The reply should hold only the lines from the one with "Build a routing" through the end of the data, each given exactly.

━━━━━ DATA RECORDS ━━━━━

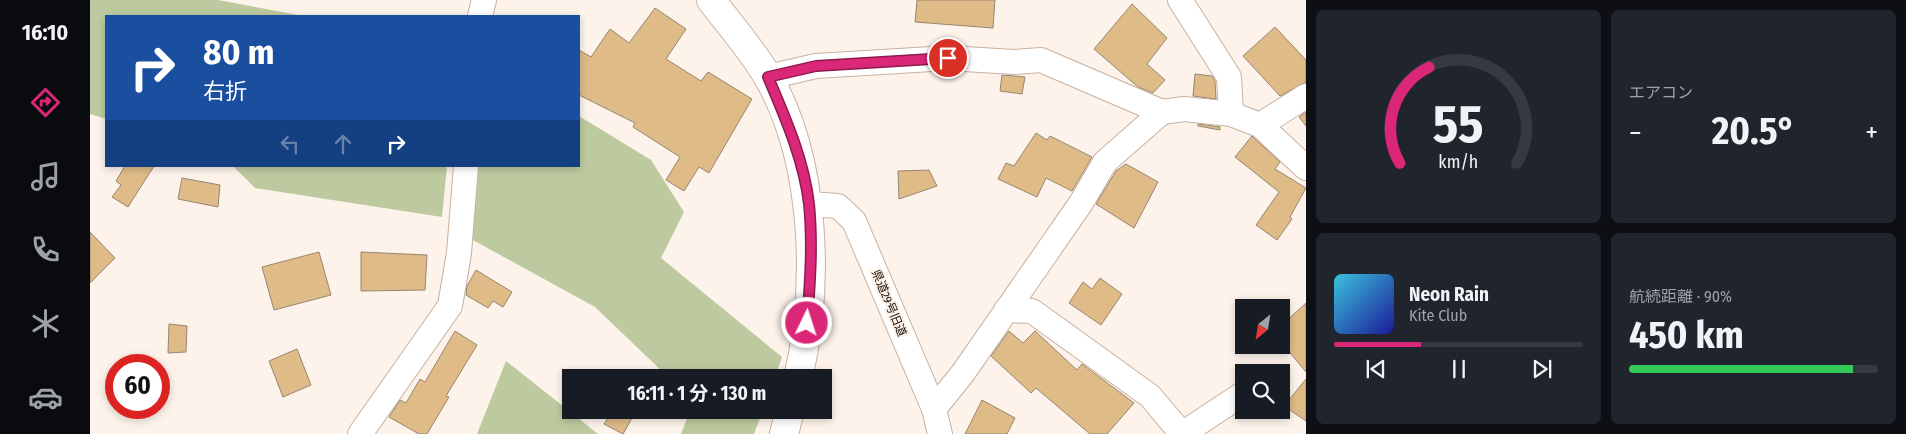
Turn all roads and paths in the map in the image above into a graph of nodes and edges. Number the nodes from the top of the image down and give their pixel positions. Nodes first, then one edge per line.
1 (484, 0) edge
2 (711, 0) edge
3 (1180, 0) edge
4 (480, 15) edge
5 (768, 77) junction
6 (1306, 96) edge
7 (1162, 112) junction
8 (1232, 114) junction
9 (1260, 125) junction
10 (466, 167) edge
11 (1306, 168) edge
12 (809, 204) junction
13 (1006, 310) junction
14 (799, 369) edge
15 (1235, 399) edge
16 (934, 409) junction
17 (788, 419) edge
18 (360, 434) edge
19 (784, 434) edge
20 (940, 434) edge
21 (1182, 434) edge

1 - 4 street
2 - 5 main road
3 - 8 street
5 - 7 street
5 - 12 main road
6 - 9 street
7 - 8 street
7 - 13 street
8 - 9 street
9 - 11 street
10 - 18 street
12 - 14 main road
12 - 16 street, 県道29号旧道
13 - 16 street
13 - 21 street
15 - 21 street
16 - 20 street, 県道29号旧道
17 - 19 main road

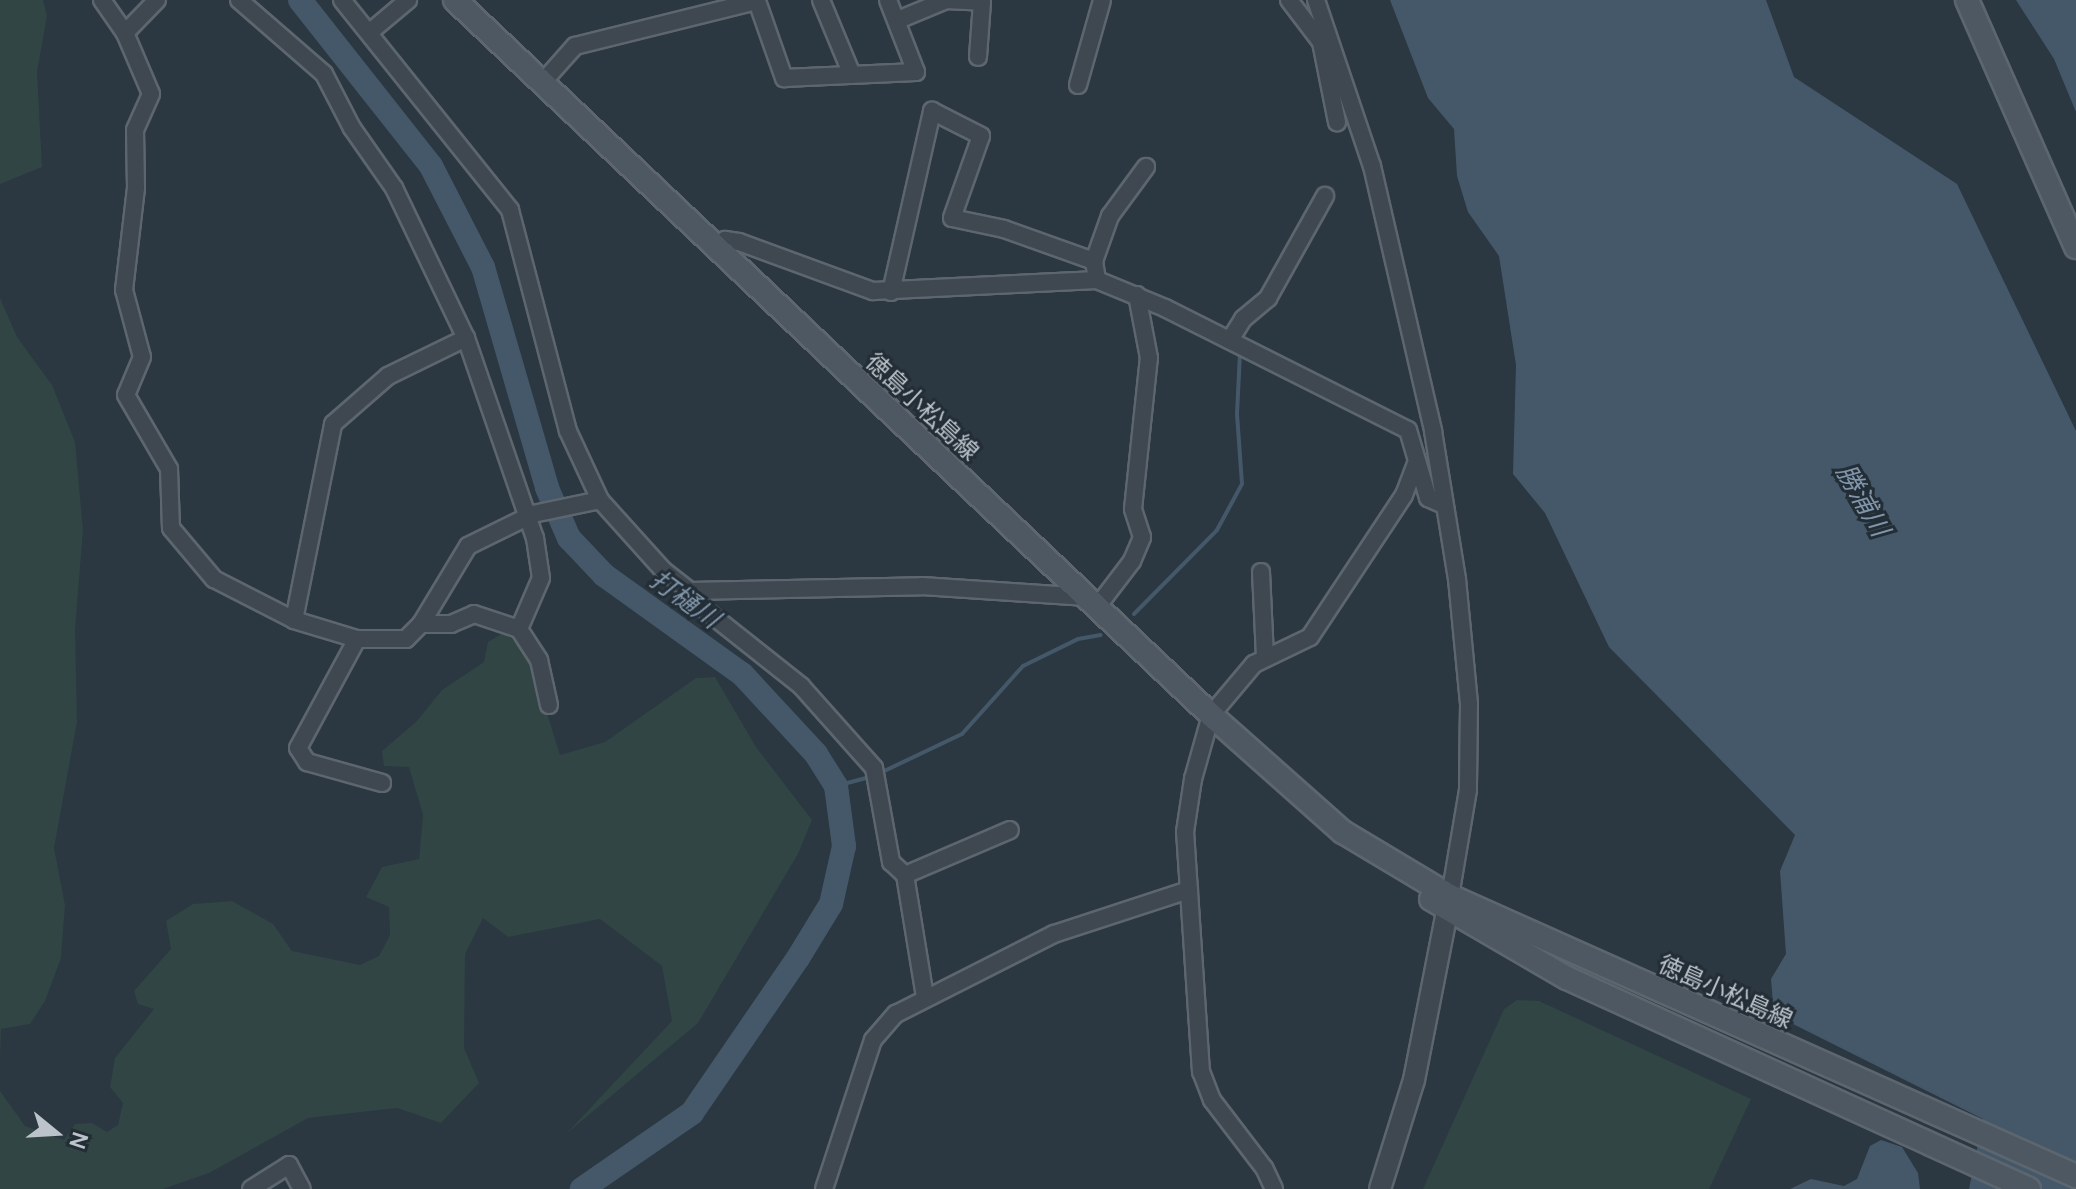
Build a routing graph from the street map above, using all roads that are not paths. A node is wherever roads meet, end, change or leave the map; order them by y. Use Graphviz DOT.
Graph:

━━━━━

** TASK SOLUTION **
Build a routing graph from the street map above, using all roads that are not paths. A node is wherever roads meet, end, change or leave the map; order them by y. Use Graphviz DOT.
Graph:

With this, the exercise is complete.